Click for more details below
Tokenization/Parsing
Remove stopwords, lemmatization, stemming
Search System and techniques
BM25, Demographic Filtering. Relevance Boosting with Medical NER
Re-ranking System
MonoBERT, DuoBERT
Adhoc Query Generation with T5 model
SIGIR query pairs for training, result boosting
Tokenization/Parsing
Depending on the specific structure of the documents, we perform data preprocessing steps including removing stopwords, lemmatization, and stemming.
Search System
- BM25
- Demographic Filtering (DF)
- Relevance Boosting with Medical NER
Introduced by Robertson and Jones , BM25 is a widely used ranking function calculating the relevance of a document to a query. Meanwhile, BM25 also considers the frequency and distribution of query terms in the document.
DF uses users' demographic data for ranking in the recommendation system. In our project, we apply it by extracting the minimum age, maximum age and gender from documents while extracting age, gender of the patient with Named Entity Recognition (NER). In addition, trials that does not match patient demographics are moved to the bottom of the initial ranking list/penalized by a factor.
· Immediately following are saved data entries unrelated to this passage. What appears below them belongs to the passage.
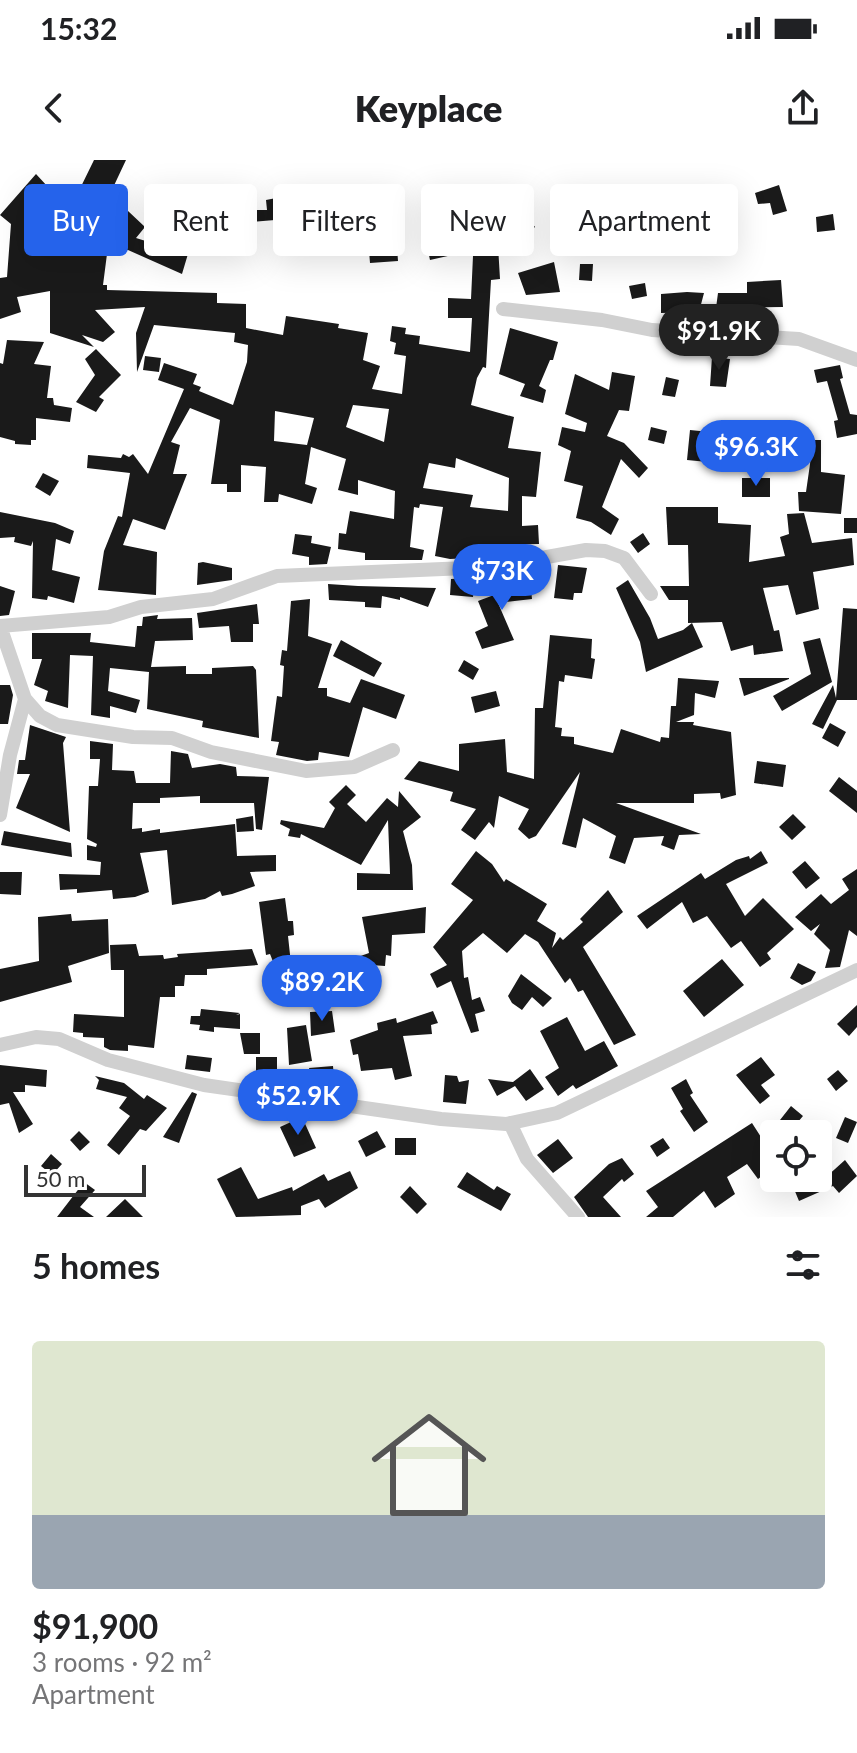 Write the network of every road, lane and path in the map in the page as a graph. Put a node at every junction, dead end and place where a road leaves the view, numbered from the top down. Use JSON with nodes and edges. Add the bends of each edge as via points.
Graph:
{"nodes":[{"id":1,"x":503,"y":309,"type":"dead end"},
{"id":2,"x":857,"y":360,"type":"edge"},
{"id":3,"x":651,"y":594,"type":"dead end"},
{"id":4,"x":0,"y":626,"type":"edge"},
{"id":5,"x":25,"y":699,"type":"junction"},
{"id":6,"x":393,"y":750,"type":"dead end"},
{"id":7,"x":0,"y":815,"type":"edge"},
{"id":8,"x":857,"y":970,"type":"edge"},
{"id":9,"x":0,"y":1045,"type":"edge"},
{"id":10,"x":510,"y":1123,"type":"junction"},
{"id":11,"x":578,"y":1217,"type":"edge"}],
"edges":[{"from":1,"to":2,"type":"street","via":[[652,330],[799,339]]},
{"from":3,"to":4,"type":"street","via":[[624,558],[586,550],[490,567],[277,576],[213,599],[141,607],[109,617]]},
{"from":4,"to":5,"type":"street"},
{"from":5,"to":6,"type":"street","via":[[57,725],[172,738],[211,752],[306,771],[347,769]]},
{"from":5,"to":7,"type":"street"},
{"from":8,"to":10,"type":"street","via":[[557,1113]]},
{"from":9,"to":10,"type":"street","via":[[36,1037],[59,1039],[108,1060],[204,1085],[441,1119]]},
{"from":10,"to":11,"type":"street","via":[[527,1159]]}]} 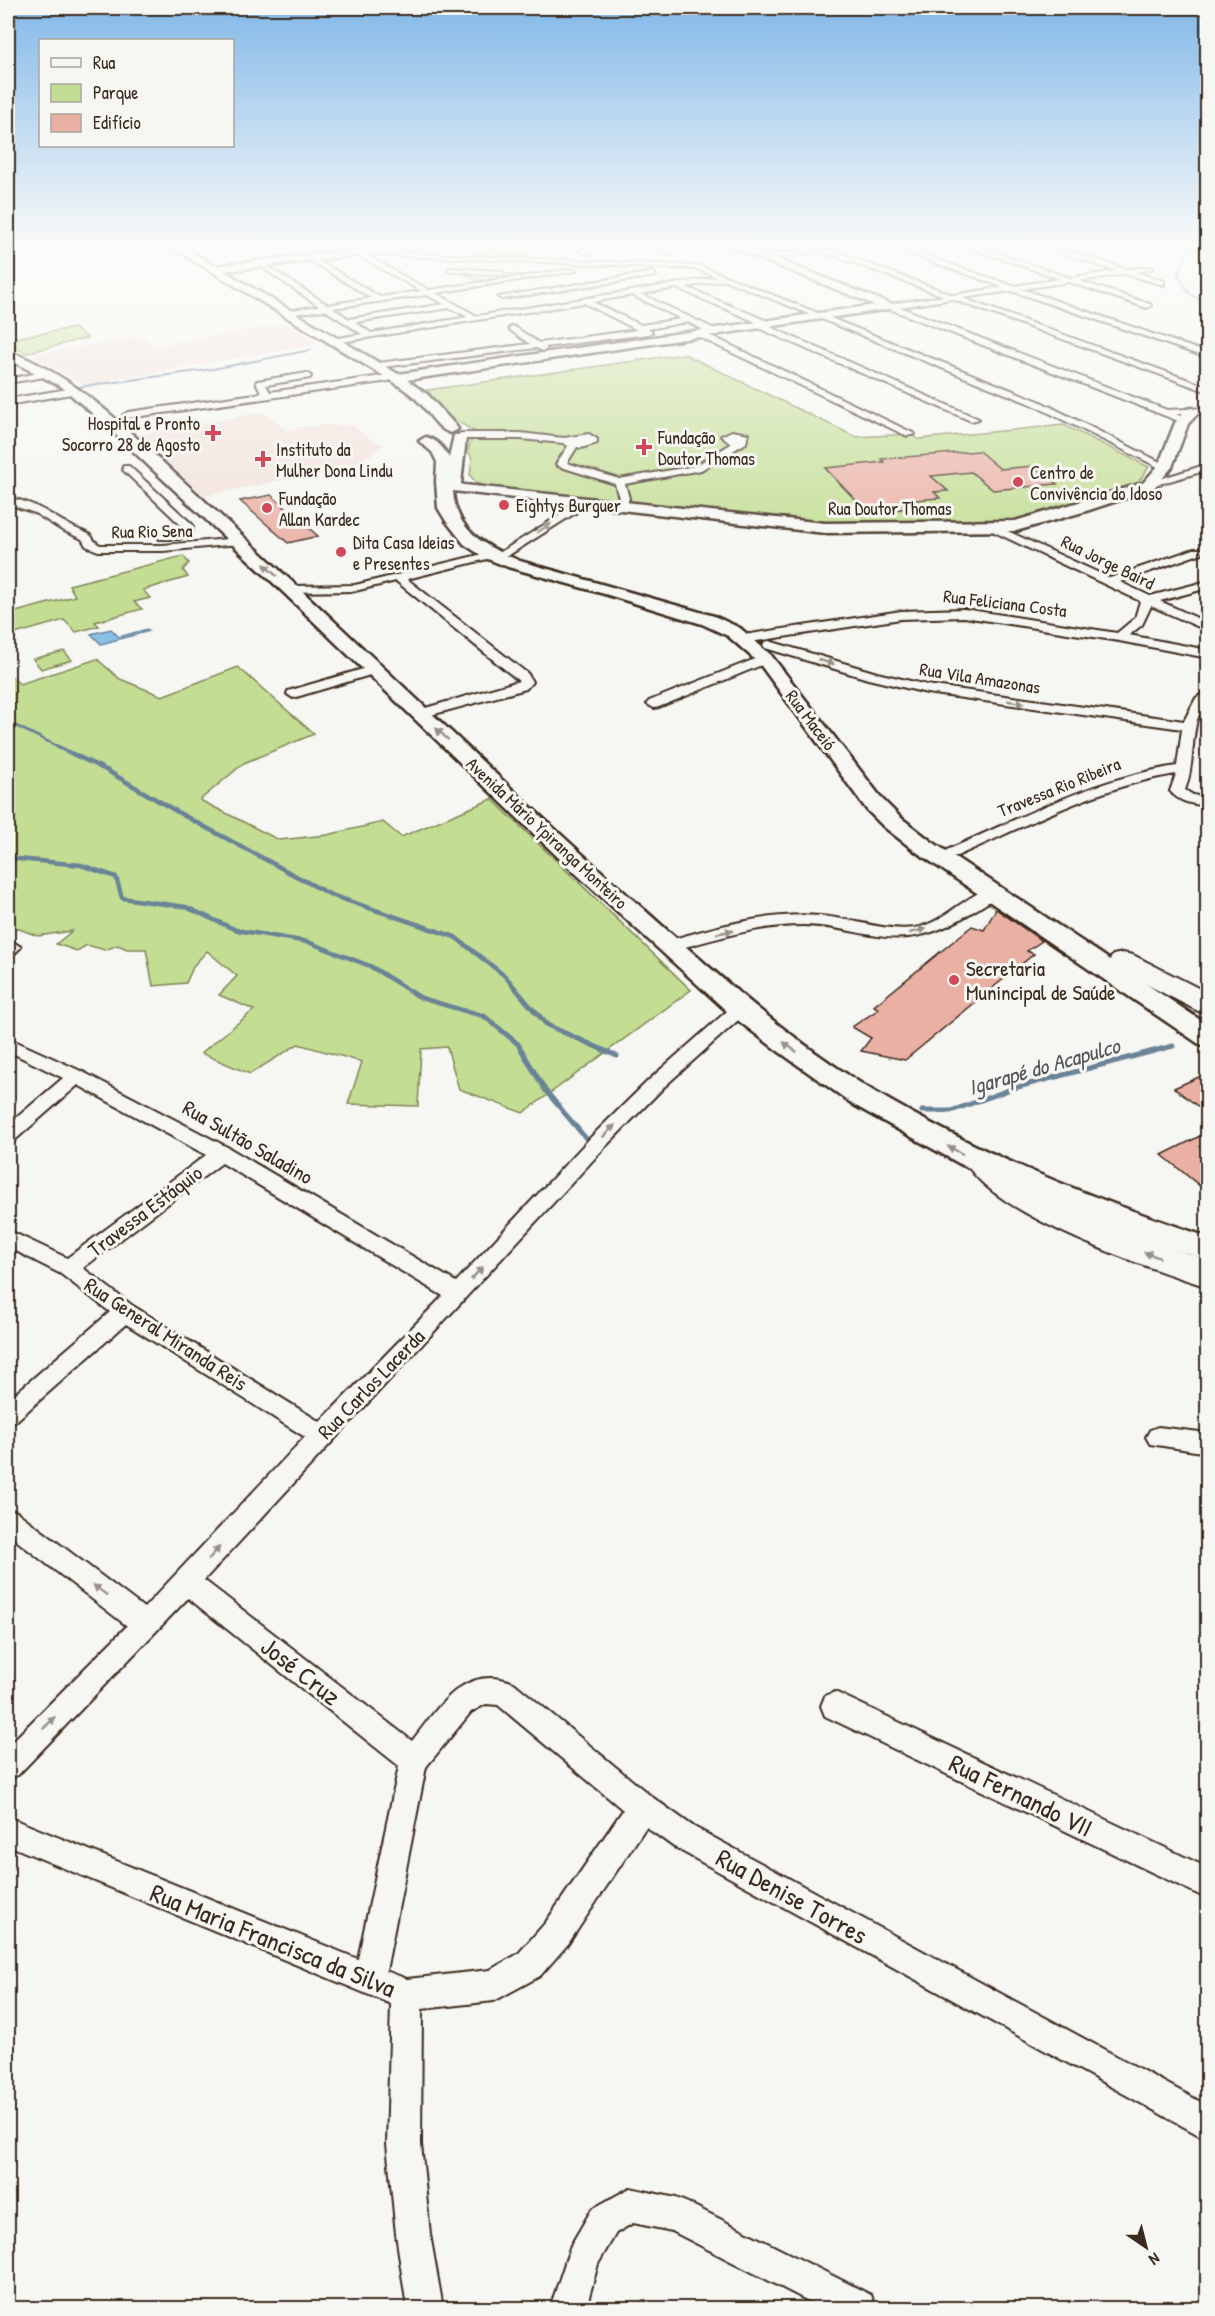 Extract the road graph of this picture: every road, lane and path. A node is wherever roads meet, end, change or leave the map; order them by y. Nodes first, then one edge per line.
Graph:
1 (345, 353) edge
2 (351, 353) edge
3 (484, 353) edge
4 (548, 353) edge
5 (573, 353) edge
6 (740, 353) edge
7 (826, 353) edge
8 (911, 353) edge
9 (1012, 353) edge
10 (1106, 353) edge
11 (8, 355) edge
12 (552, 356) junction
13 (370, 368) junction
14 (48, 374) junction
15 (318, 375) dead end
16 (392, 378) junction
17 (8, 381) edge
18 (1208, 390) edge
19 (74, 391) junction
20 (268, 395) junction
21 (415, 396) junction
22 (8, 402) edge
23 (1208, 411) edge
24 (128, 415) dead end
25 (1188, 416) junction
26 (974, 419) dead end
27 (426, 431) junction
28 (910, 434) dead end
29 (457, 435) junction
30 (736, 444) dead end
31 (1175, 463) junction
32 (1208, 466) edge
33 (126, 468) dead end
34 (619, 482) junction
35 (1152, 483) junction
36 (452, 486) junction
37 (8, 501) edge
38 (584, 503) junction
39 (621, 507) junction
40 (992, 527) junction
41 (184, 534) junction
42 (234, 536) junction
43 (86, 537) junction
44 (1198, 551) dead end
45 (498, 554) junction
46 (399, 578) junction
47 (1110, 582) junction
48 (1208, 584) edge
49 (290, 589) junction
50 (1146, 601) junction
51 (1208, 616) edge
52 (1190, 621) junction
53 (1208, 628) edge
54 (1119, 637) junction
55 (760, 645) junction
56 (1208, 654) edge
57 (373, 670) junction
58 (293, 694) dead end
59 (1208, 694) edge
60 (654, 704) dead end
61 (420, 714) junction
62 (1188, 726) junction
63 (1184, 769) junction
64 (1208, 802) edge
65 (952, 853) junction
66 (992, 892) junction
67 (669, 946) junction
68 (1123, 960) junction
69 (1208, 1005) edge
70 (740, 1009) junction
71 (1208, 1020) edge
72 (1208, 1038) edge
73 (8, 1044) edge
74 (77, 1076) junction
75 (8, 1135) edge
76 (222, 1153) junction
77 (982, 1163) junction
78 (1208, 1230) edge
79 (8, 1238) edge
80 (1208, 1249) edge
81 (68, 1269) junction
82 (1208, 1274) edge
83 (458, 1294) junction
84 (125, 1312) junction
85 (8, 1414) edge
86 (322, 1435) junction
87 (1158, 1437) dead end
88 (1208, 1443) edge
89 (8, 1520) edge
90 (187, 1582) junction
91 (146, 1625) junction
92 (836, 1706) dead end
93 (414, 1760) junction
94 (8, 1765) edge
95 (642, 1807) junction
96 (8, 1831) edge
97 (1208, 1884) edge
98 (369, 1980) junction
99 (407, 1995) junction
100 (1208, 2124) edge
101 (425, 2308) edge
102 (568, 2308) edge
103 (858, 2308) edge

1 - 13 main road, Rua Maceió
2 - 13 main road, Rua Maceió
3 - 13 street
4 - 12 street
5 - 12 main road
6 - 28 street
7 - 26 street
8 - 31 street
9 - 25 street
10 - 18 street
11 - 14 main road, Avenida Mário Ypiranga Monteiro
12 - 16 main road
13 - 16 main road, Rua Maceió
14 - 17 street
14 - 19 main road, Avenida Mário Ypiranga Monteiro
15 - 20 street
16 - 20 street
16 - 21 main road, Rua Maceió
19 - 22 street
19 - 42 main road, Avenida Mário Ypiranga Monteiro
20 - 24 street
21 - 27 main road, Rua Maceió
21 - 29 main road, Rua Maceió
23 - 25 street
25 - 31 main road, Rua Doutor Thomas
27 - 29 main road
27 - 36 main road, Rua Maceió
29 - 34 street
29 - 36 main road, Rua Maceió
30 - 34 street
31 - 32 street
31 - 35 main road, Rua Doutor Thomas
32 - 35 street, Rua Doutor Thomas
33 - 41 street
34 - 39 street
35 - 40 main road, Rua Doutor Thomas
36 - 38 main road, Rua Doutor Thomas
36 - 45 main road, Rua Maceió
37 - 43 street, Rua Rio Sena
38 - 39 main road, Rua Doutor Thomas
45 -> 38 street
39 - 40 main road, Rua Doutor Thomas
40 - 47 street, Rua Jorge Baird
41 - 42 street
41 - 43 street
42 - 43 street, Rua Rio Sena
49 -> 42 main road, Avenida Mário Ypiranga Monteiro
44 - 47 street
45 - 46 street
45 - 55 main road, Rua Maceió
46 - 49 street
46 - 61 street
47 - 50 street, Rua Jorge Baird
48 - 50 street
49 - 57 main road, Avenida Mário Ypiranga Monteiro
50 - 52 street, Rua Jorge Baird
50 - 54 street
51 - 52 street
52 - 53 street, Rua Jorge Baird
54 - 55 street, Rua Feliciana Costa
54 - 56 street, Rua Feliciana Costa
55 - 60 street, Rua Feliciana Costa
55 -> 62 street, Rua Vila Amazonas
55 - 65 main road, Rua Maceió
55 - 66 main road, Rua Maceió
57 - 58 street
57 - 61 main road, Avenida Mário Ypiranga Monteiro
59 - 62 street
67 -> 61 main road, Avenida Mário Ypiranga Monteiro
62 - 63 street
63 - 64 street
63 - 65 street, Travessa Rio Ribeira
65 - 68 main road, Rua Maceió
67 -> 66 street
66 - 72 main road, Rua Maceió
67 - 70 main road, Avenida Mário Ypiranga Monteiro
68 - 69 main road
68 - 71 main road, Rua Maceió
77 -> 70 main road, Avenida Mário Ypiranga Monteiro
83 -> 70 street, Rua Carlos Lacerda
73 - 74 street, Rua Sultão Saladino
74 - 75 street
74 - 76 street, Rua Sultão Saladino
76 - 81 street, Travessa Estáquio
76 - 83 street, Rua Sultão Saladino
77 - 78 main road
77 - 80 main road, Avenida Mário Ypiranga Monteiro
82 -> 77 main road
79 - 81 street, Rua General Miranda Reis
81 - 84 street, Rua General Miranda Reis
83 - 86 street, Rua Carlos Lacerda
84 - 85 street
84 - 86 street, Rua General Miranda Reis
90 -> 86 street, Rua Carlos Lacerda
87 - 88 street
91 -> 89 street
90 - 91 street, Rua Carlos Lacerda
90 - 93 street, José Cruz
94 -> 91 street, Rua Carlos Lacerda
92 - 97 street, Rua Fernando VII
93 - 95 street, Rua Denise Torres
93 - 98 street
95 - 99 street, Rua Maria Francisca da Silva
95 - 100 street, Rua Denise Torres
96 - 98 street, Rua Maria Francisca da Silva
98 - 99 street, Rua Maria Francisca da Silva
99 - 101 street
102 - 103 street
Keywords and condition section of clinical trials are extracted. We use biomedical NER to retrieve Biological_structure, Disease_disorder, Sign_symptom, History entities from doc. In addition, trials that match patient medical entities are boosted based on the number of matches.
Re-ranking System
- MonoBERT
- DuoBERT
We applied two BERT-based models -- MonoBERT and DuoBERT -- introduced by Nogueria et al. in 2019 . MonoBERT and DuoBERT formulate the ranking problem as pointwise and pairwise classification respectively with more details below.
MonoBERT is a BERT encoder with a single neuron output layer connected to the encoder's pooled layer with dropout. In addition to the pointwise approach, the re-rankers are also trained using a cross-entropy loss.
Target labels are derived from corresponding relevance judgements of the training datasets. For SIGIR - revelance lables 0 constitutes negative exmaples while 1 and 2 constitute positive examples. For TREC - relevance labels 0 and 1 constitute 0 and 1 constitute negative examples and label 2 constitutes positive examples.
We re-rank the top 100 documents according to the predicted raw score.
DuoBERT adopted a pairwise approach that compares pairs of documents. To illustrate, the re-reanker estimates the probability one candidate is more relevant to the other, denoted by P(di >dj | q, di, dj) where di >dj meaning di is more relevant than dj.
We use a pretrained sentence transformer trained on SNLI, MNLI, MEDNLI and SCINLI to generate embeddings.
Cosine similarity between query and 2 documents are calculated and negated.
Adhoc Query Generation with T5 model
A Text-to-Text Transfer Transformer (T5)-base model is finetuned for query generation. We trained the model on SIGIR (description, ad-hoc) query pairs.
We found that the results often contain excerpts from the description. In addition, we boosted the results for TREC but Synthetic queries performs worse for SIGIR.